--- GIVEN DATA Enclosed Below ---

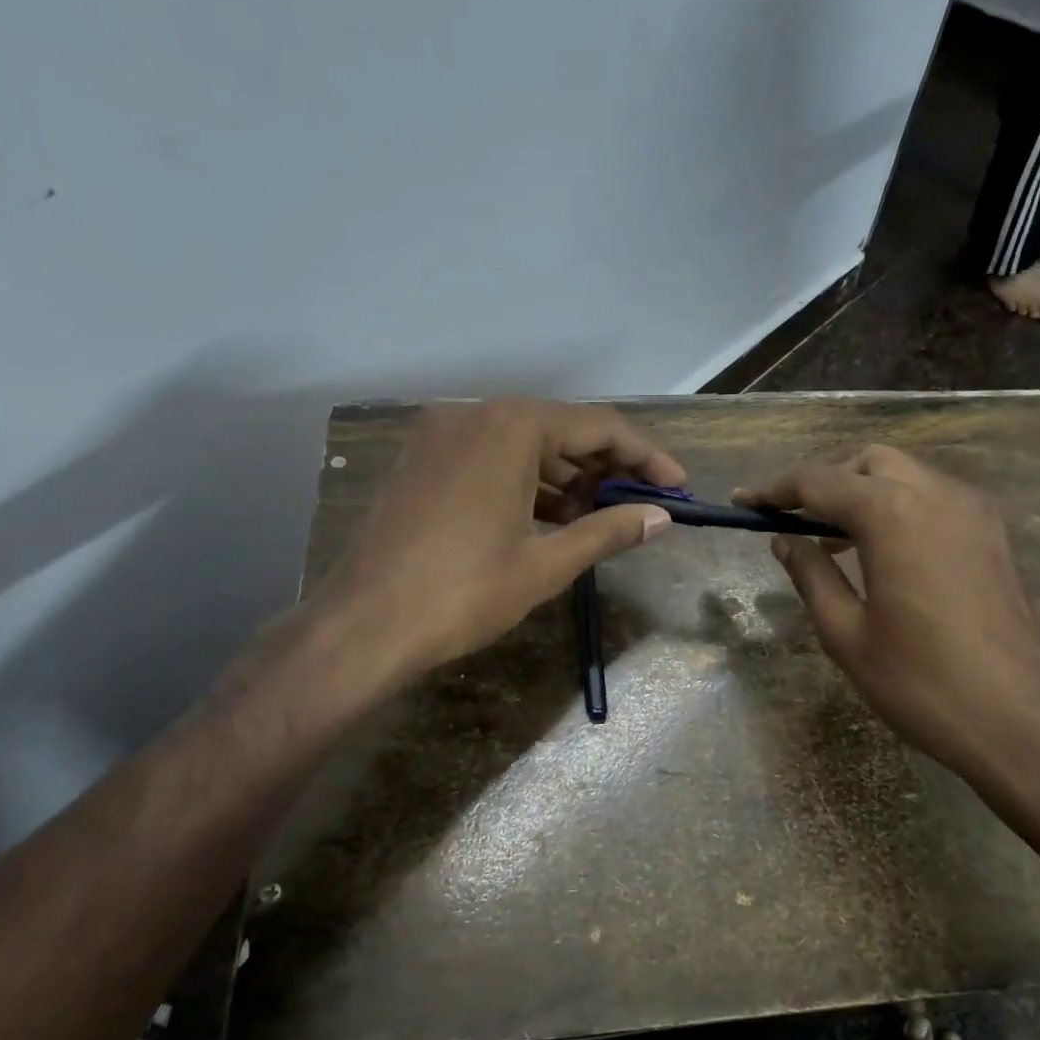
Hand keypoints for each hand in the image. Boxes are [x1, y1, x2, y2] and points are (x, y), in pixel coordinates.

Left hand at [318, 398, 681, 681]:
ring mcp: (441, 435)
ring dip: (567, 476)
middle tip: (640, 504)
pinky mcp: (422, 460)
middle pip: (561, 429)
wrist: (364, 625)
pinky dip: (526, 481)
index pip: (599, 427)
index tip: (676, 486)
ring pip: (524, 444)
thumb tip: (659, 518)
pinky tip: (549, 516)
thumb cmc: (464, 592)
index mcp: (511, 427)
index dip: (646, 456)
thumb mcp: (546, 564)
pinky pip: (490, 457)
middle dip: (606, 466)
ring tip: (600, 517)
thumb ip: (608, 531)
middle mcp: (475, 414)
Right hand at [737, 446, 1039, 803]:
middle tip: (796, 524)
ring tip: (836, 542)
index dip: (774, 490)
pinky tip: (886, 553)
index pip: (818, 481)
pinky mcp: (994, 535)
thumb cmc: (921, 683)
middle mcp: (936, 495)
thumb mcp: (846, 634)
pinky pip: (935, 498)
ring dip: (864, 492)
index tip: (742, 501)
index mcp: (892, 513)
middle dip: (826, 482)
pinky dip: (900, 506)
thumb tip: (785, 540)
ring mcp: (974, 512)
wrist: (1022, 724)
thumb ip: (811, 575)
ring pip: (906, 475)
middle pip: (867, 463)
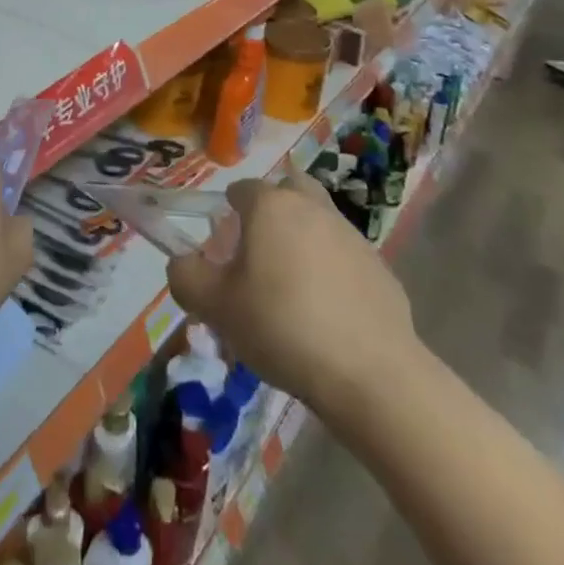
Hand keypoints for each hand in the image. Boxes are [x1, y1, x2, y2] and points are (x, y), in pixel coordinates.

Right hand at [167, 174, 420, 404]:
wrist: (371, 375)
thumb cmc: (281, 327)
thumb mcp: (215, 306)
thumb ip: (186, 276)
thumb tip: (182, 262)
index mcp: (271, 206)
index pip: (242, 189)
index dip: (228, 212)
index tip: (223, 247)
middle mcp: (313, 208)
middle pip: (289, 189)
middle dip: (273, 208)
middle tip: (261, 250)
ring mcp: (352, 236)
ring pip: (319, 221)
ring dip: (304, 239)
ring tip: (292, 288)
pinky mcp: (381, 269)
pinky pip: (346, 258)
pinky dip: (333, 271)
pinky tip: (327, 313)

--- End of Enclosed GIVEN DATA ---

§ WORK INSTRUCTIONS
What you give back must match the material above exactly, minus its pictures.

§ ANSWER TO THIS TASK
Hand keypoints for each hand in the image. Boxes are [x1, y1, x2, y2] and points are (x, y), in pixel coordinates.

Left hand at [318, 398, 681, 681]:
ring mcp: (441, 435)
ring dip: (567, 476)
middle tip: (640, 504)
pinky mcp: (422, 460)
middle pip: (561, 429)
wrist: (364, 625)
pinky dip: (526, 481)
index pip: (599, 427)
index tip: (676, 486)
ring pip: (524, 444)
thumb tip: (659, 518)
pinky tip: (549, 516)
thumb cmc: (464, 592)
index mcp: (511, 427)
index dip: (646, 456)
thumb mcp: (546, 564)
pinky pip: (490, 457)
middle dip: (606, 466)
ring tip: (600, 517)
thumb ip: (608, 531)
middle mcp: (475, 414)
Right hand at [737, 446, 1039, 803]:
middle tip: (796, 524)
ring tip: (836, 542)
index dip: (774, 490)
pinky tip: (886, 553)
index pip: (818, 481)
pinky mcp: (994, 535)
thumb cmc: (921, 683)
middle mcp: (936, 495)
thumb mcp: (846, 634)
pinky pip: (935, 498)
ring dip: (864, 492)
index tip: (742, 501)
index mcp: (892, 513)
middle dip: (826, 482)
pinky dip: (900, 506)
thumb tip: (785, 540)
ring mcp: (974, 512)
wrist: (1022, 724)
thumb ip: (811, 575)
ring pip: (906, 475)
middle pip: (867, 463)
Hand keypoints for each hand in the image. Boxes are [x1, y1, x2, y2] and points are (x, y), in pixel coordinates.

Right hand at [167, 174, 420, 404]:
wrist: (371, 375)
thumb cmc: (281, 327)
thumb mcp: (215, 306)
thumb ip: (186, 276)
thumb tip: (182, 262)
index mcp: (271, 206)
index pip: (242, 189)
index dip: (228, 212)
index tip: (223, 247)
middle mcp: (313, 208)
middle pip: (289, 189)
middle dip: (273, 208)
middle tip: (261, 250)
ring mcp: (352, 236)
ring pip: (319, 221)
ring dip: (304, 239)
ring tip: (292, 288)
pinky mcp: (381, 269)
pinky pip: (346, 258)
pinky dip: (333, 271)
pinky tip: (327, 313)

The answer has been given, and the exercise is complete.